"What do you mean Aegon ran away? Where did he go?"
Removing her helmet, her silver hair spilled out like a cascade of starlight, tumbling over the gently curved silver breastplate on her chest.
In the sunlight, her violet eyes, faintly flushed face, crystal-like hair, and polished armor all shimmered as if glowing on their own.
Aemond, however, had no mood to appreciate the queen's divine beauty. He sighed and said, "Aegon took his dragon and left for Westeros with Tyrion."
It had been half a month since the Battle of New Ghis.
Prepared against the unprepared, one-third of New Ghis's anti-dragon ballista formations were destroyed—it was nighttime, after all, and difficult to aim accurately. With that advantage, the Dragon Queen dominated the sky battle. Riding Drogon, she unleashed torrents of dragonfire, swung her massive sword, and slashed with claws and fangs, killing three dragons and five dragonriders.
The roars of dragons echoed for miles, reverberating across the bay. Every sailor, soldier, and officer within the city heard it—the wounded cries and dying screams of their own dragons.
Thirty-eight dragons collided like thirty-eight locomotives at full speed, followed by a chaotic melee that looked like a gang brawl with blades flashing in the streets.

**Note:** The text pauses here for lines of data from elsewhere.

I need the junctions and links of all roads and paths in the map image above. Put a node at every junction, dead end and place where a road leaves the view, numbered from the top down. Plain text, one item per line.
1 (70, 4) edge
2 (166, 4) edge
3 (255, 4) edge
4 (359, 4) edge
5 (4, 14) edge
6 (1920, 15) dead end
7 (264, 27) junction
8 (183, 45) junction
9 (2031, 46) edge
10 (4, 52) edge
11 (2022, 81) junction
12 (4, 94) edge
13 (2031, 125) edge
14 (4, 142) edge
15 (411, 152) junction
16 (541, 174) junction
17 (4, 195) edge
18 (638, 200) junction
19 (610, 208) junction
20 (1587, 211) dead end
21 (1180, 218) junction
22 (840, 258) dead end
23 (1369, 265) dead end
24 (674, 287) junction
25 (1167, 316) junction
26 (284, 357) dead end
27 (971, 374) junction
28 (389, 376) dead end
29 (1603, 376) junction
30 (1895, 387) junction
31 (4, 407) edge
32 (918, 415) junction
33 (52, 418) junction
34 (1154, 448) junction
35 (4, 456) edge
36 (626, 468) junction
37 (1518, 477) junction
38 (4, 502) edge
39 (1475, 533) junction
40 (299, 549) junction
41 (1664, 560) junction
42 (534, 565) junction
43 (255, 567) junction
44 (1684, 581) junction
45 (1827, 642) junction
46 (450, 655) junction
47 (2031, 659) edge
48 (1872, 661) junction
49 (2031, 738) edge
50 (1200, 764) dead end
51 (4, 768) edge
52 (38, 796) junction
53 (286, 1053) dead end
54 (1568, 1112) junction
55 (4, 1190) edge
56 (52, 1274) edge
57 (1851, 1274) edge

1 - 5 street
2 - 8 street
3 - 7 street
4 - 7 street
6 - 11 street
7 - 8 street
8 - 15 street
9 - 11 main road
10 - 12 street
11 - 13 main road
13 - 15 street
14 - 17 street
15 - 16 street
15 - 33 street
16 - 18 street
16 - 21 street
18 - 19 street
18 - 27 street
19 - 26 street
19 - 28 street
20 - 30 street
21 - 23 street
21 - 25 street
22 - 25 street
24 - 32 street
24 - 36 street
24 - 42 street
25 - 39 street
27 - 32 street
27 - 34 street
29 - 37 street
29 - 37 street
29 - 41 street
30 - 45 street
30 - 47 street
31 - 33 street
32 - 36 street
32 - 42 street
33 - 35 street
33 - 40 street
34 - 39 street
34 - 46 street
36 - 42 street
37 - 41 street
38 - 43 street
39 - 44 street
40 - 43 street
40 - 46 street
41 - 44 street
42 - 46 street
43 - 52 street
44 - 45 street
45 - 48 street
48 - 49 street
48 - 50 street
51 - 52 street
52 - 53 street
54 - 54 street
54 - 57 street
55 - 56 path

That night, the sailors of the bay and the people of New Ghis saw dragonfire carve through the dark heavens like a god's blade, leaving a scar of blood across the stars.
That night, when dragons clashed against dragons, it was like divine drums being struck—the bay's surface trembled like a drumskin, thunder roaring across the waves.
That night, scales fell like snow, and blood rained over New Ghis.
The night battle was pure chaos, both sides fighting savagely and without order.
But the Dragon Queen's side had an overwhelming advantage with her three fire-breathing dragons.
Especially her—her fury was boundless. Every swing of her greatsword unleashed a forty-meter blade of fire that tore through the heavens.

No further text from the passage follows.